Gregory (Grisha) Trubetskoy

2005-11-10, 5:48 pm


On Wed, 9 Nov 2005, Jim Gallacher wrote:

> This just get's stranger and stranger. Regenerating psp_parser.c from the
> current psp_parser.l has caused my psp pages to go completely pair-shaped.
> Things that rendered correctly before now puke up hairballs.
>
> For example the psp code (where my_link = 'some_url'):
> <a href="<%= my_link %>">My Link</a>
> used to render as:
> <a href="some_url">My Link</a>
> but now renders as:
> <a href=,0); req.write(str( my_link ),0); req.write(r>My Link</a>


You may find it useful to use the _psp module from the command line, since
what you really want to see is not what it renders as, but the Python code
it generates:

[vbcol=seagreen]
> Changing the double quote to a single quote fixes the problem.
> <a href='<%= my_link %>'>My Link</a>


This doesn't make a lot of sense, because PSP does not concern itself with
quotes - it scans for the "<%=" and once it has seen one then "%>", the
quotes would remain untouched, so the problem is elsewhere.

> I don't want to refactor *all* of my psp pages, so I guess we'll need to fix
> psp_parser. ;)


Just be careful, you may be trying to fix what is not broken in the first
place. I use the 3.1.4 PSP very heavily and there is not a single glitch
with it that I know of, and I can certainly use any kind of quote I want.

I'd start out with confirming your theory that psp_parser.c is stale
somehow - that should be pretty easy - just generate a new one and diff it
with what's in SVN.

The most recent change in SVN seems to have been adding an 'r' before the
triple quote for the <TEXT> portion (r""" instead of just """), which
should have solved some backslash problems.

Again, I haven't tested anything, but looking at the code, it seems to me
that indeed there should be a problem exactly as Anton reported it and
that my fix would be necessary, _and_ it may also apply to other special
sequences such as tab \t. I may be missing something, but I just wnated to
warn you that you may be missing something :-)

Grisha

Jim Gallacher

2005-11-10, 5:48 pm

Gregory (Grisha) Trubetskoy wrote:
>
> On Wed, 9 Nov 2005, Jim Gallacher wrote:
>
>
>
> You may find it useful to use the _psp module from the command line,
> since what you really want to see is not what it renders as, but the
> Python code it generates:
>

See below for test results.
[vbcol=seagreen]
>
>
>
> This doesn't make a lot of sense, because PSP does not concern itself
> with quotes - it scans for the "<%=" and once it has seen one then "%>",
> the quotes would remain untouched, so the problem is elsewhere.
>
>
>
> Just be careful, you may be trying to fix what is not broken in the
> first place.
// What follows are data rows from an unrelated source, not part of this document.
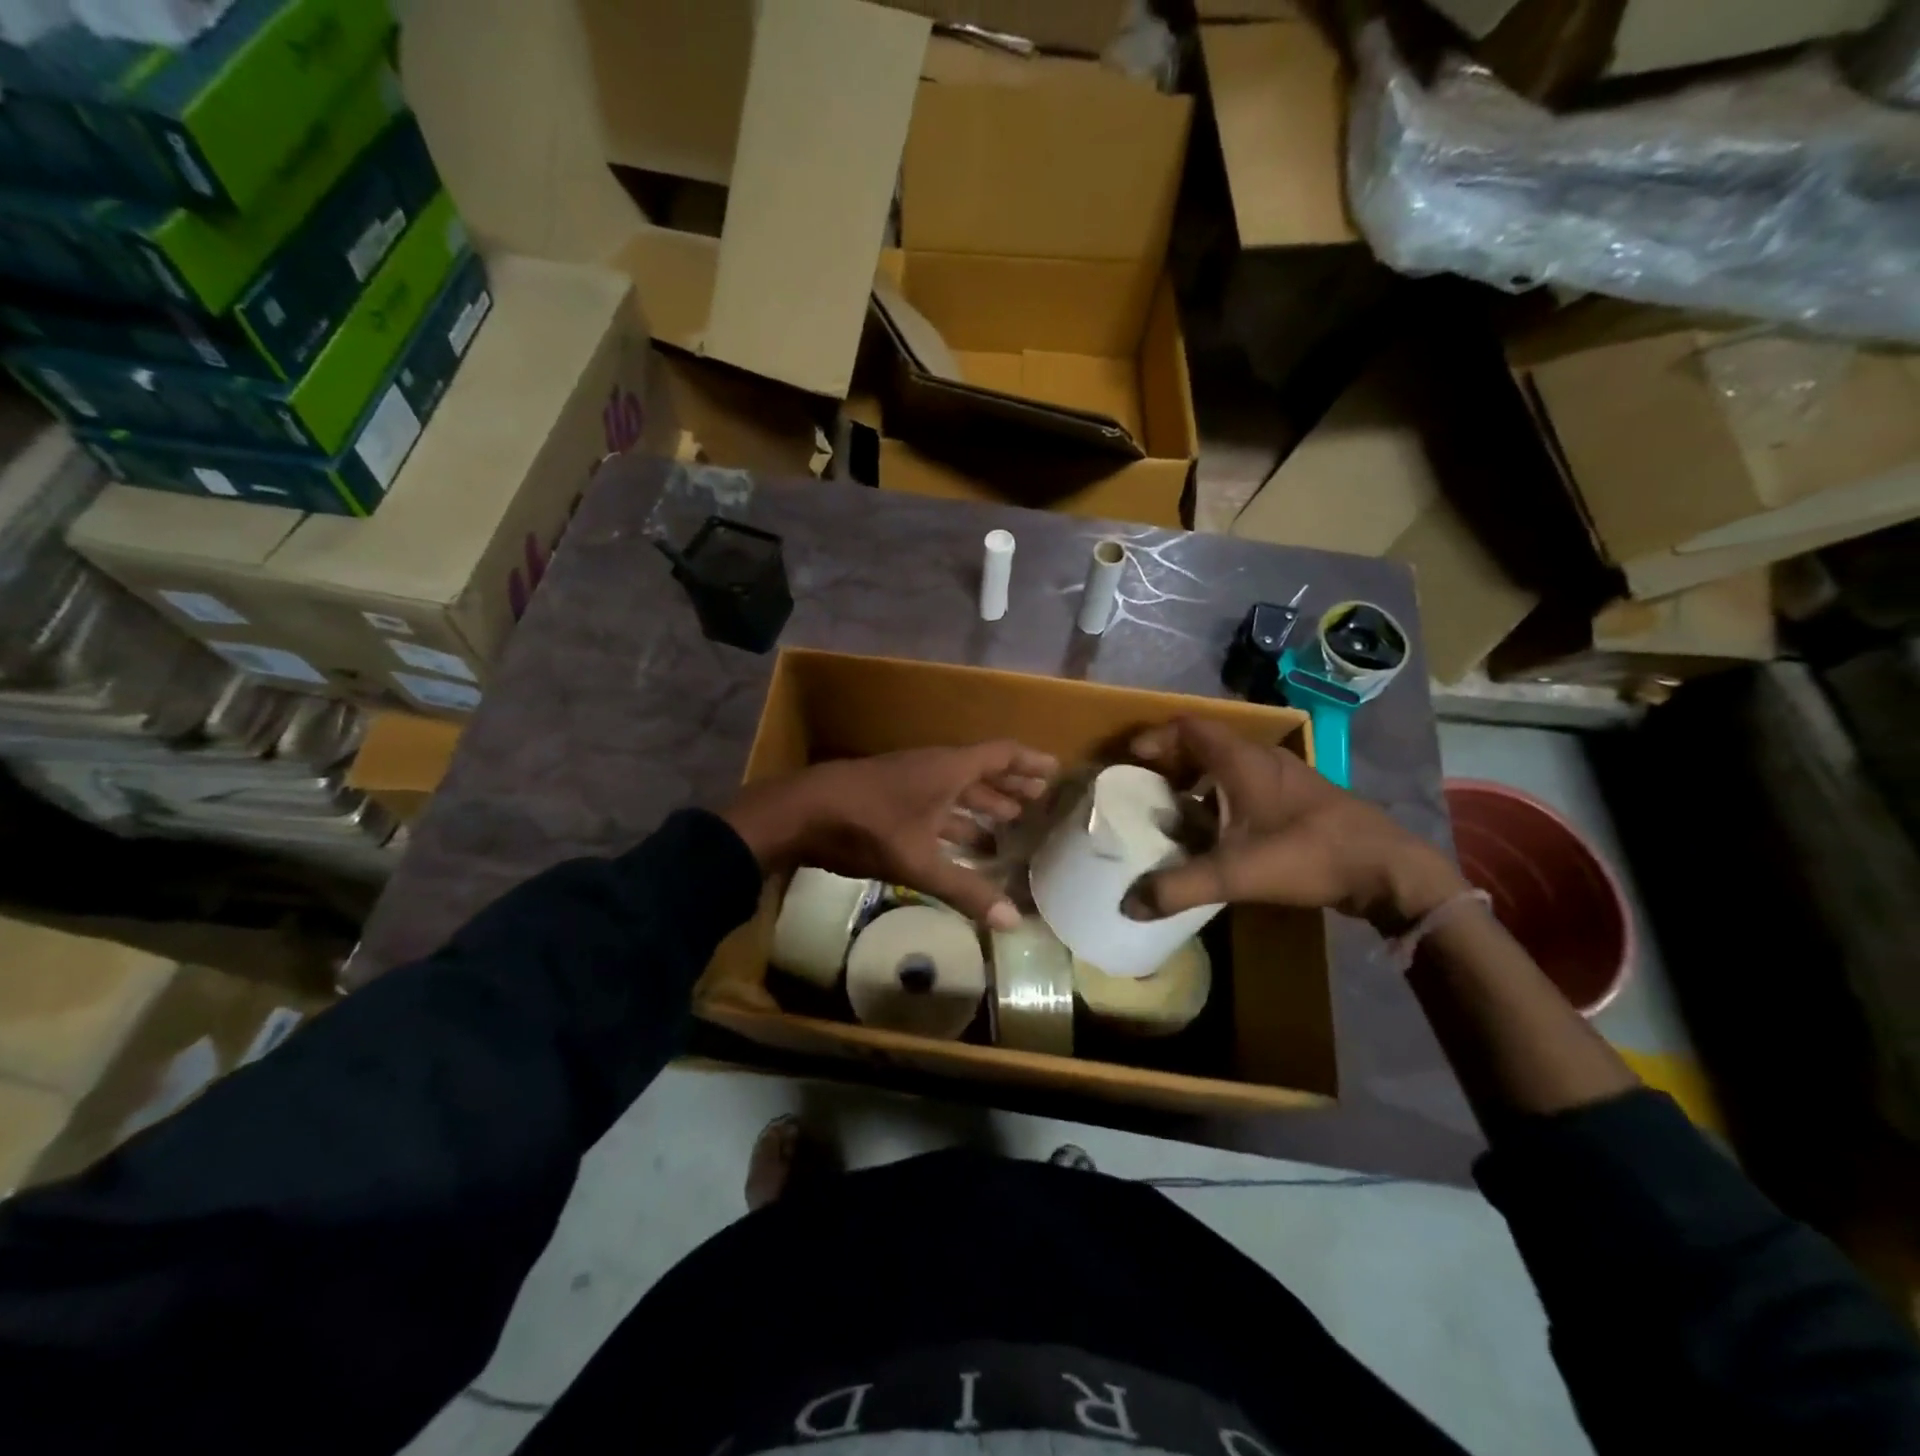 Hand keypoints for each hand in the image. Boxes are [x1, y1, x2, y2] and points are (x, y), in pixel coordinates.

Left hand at [722, 742, 1058, 929]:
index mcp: (948, 770)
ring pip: (954, 791)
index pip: (1001, 755)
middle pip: (980, 773)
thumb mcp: (918, 862)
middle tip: (1035, 808)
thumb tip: (1012, 921)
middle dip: (1009, 790)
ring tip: (1003, 832)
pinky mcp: (888, 797)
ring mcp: (908, 781)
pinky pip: (934, 804)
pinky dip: (952, 822)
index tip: (1055, 772)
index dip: (1030, 763)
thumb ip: (965, 890)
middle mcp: (932, 768)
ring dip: (979, 809)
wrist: (799, 812)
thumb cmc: (867, 826)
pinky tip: (957, 846)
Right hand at [1127, 718, 1464, 934]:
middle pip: (1205, 743)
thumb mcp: (1234, 873)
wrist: (1387, 867)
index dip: (1155, 738)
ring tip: (1176, 809)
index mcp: (1240, 760)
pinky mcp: (1301, 796)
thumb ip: (1178, 888)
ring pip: (1229, 763)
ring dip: (1199, 779)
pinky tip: (1220, 830)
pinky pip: (1248, 782)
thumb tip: (1128, 905)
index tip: (1130, 759)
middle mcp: (1261, 758)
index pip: (1187, 727)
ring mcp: (1286, 775)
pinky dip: (1223, 795)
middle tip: (1146, 786)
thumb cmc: (1306, 854)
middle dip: (1171, 760) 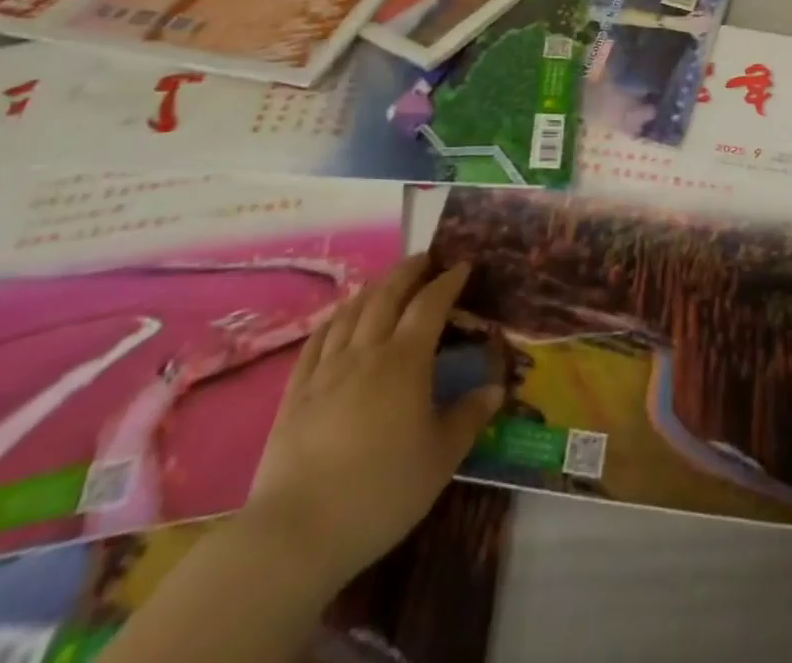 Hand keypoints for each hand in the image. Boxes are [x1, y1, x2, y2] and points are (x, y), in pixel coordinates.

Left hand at [244, 254, 502, 589]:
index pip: (430, 305)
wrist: (296, 533)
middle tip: (425, 258)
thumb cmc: (380, 492)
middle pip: (387, 296)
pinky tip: (338, 318)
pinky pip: (316, 341)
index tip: (462, 266)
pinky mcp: (295, 394)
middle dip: (408, 271)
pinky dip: (333, 319)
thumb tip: (496, 388)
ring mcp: (326, 371)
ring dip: (372, 288)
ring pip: (351, 312)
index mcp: (405, 361)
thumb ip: (468, 418)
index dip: (447, 281)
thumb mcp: (439, 460)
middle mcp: (366, 352)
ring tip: (386, 281)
I use the 3.1.4 PSP very heavily and there is not a single
> glitch with it that I know of, and I can certainly use any kind of quote
> I want.


And this was my experience as well up to and including 3.2.4b, until I
deleted psp_parser.c and regenerated it. Then everything went wrong with
the site the I'm developing. I've been testing all the betas against
this code since I figured I'd be more likely to spot strange problems. I
did.

> I'd start out with confirming your theory that psp_parser.c is stale
> somehow - that should be pretty easy - just generate a new one and diff
> it with what's in SVN.


$ svn co $MP_TRUNK /tmp/mod_python
$ cd /tmp/mod_python
$ ./configure
$ make
$ make install
$ echo "run parser test from command line"
$ mv src/psp_parser.c psp_parser.c.orig
$ make clean
$ make
$ make install
$ diff -u src psp_parser.c.orig psp_parser.c > psp_parser.diff
$ echo "re-run parser test from command line"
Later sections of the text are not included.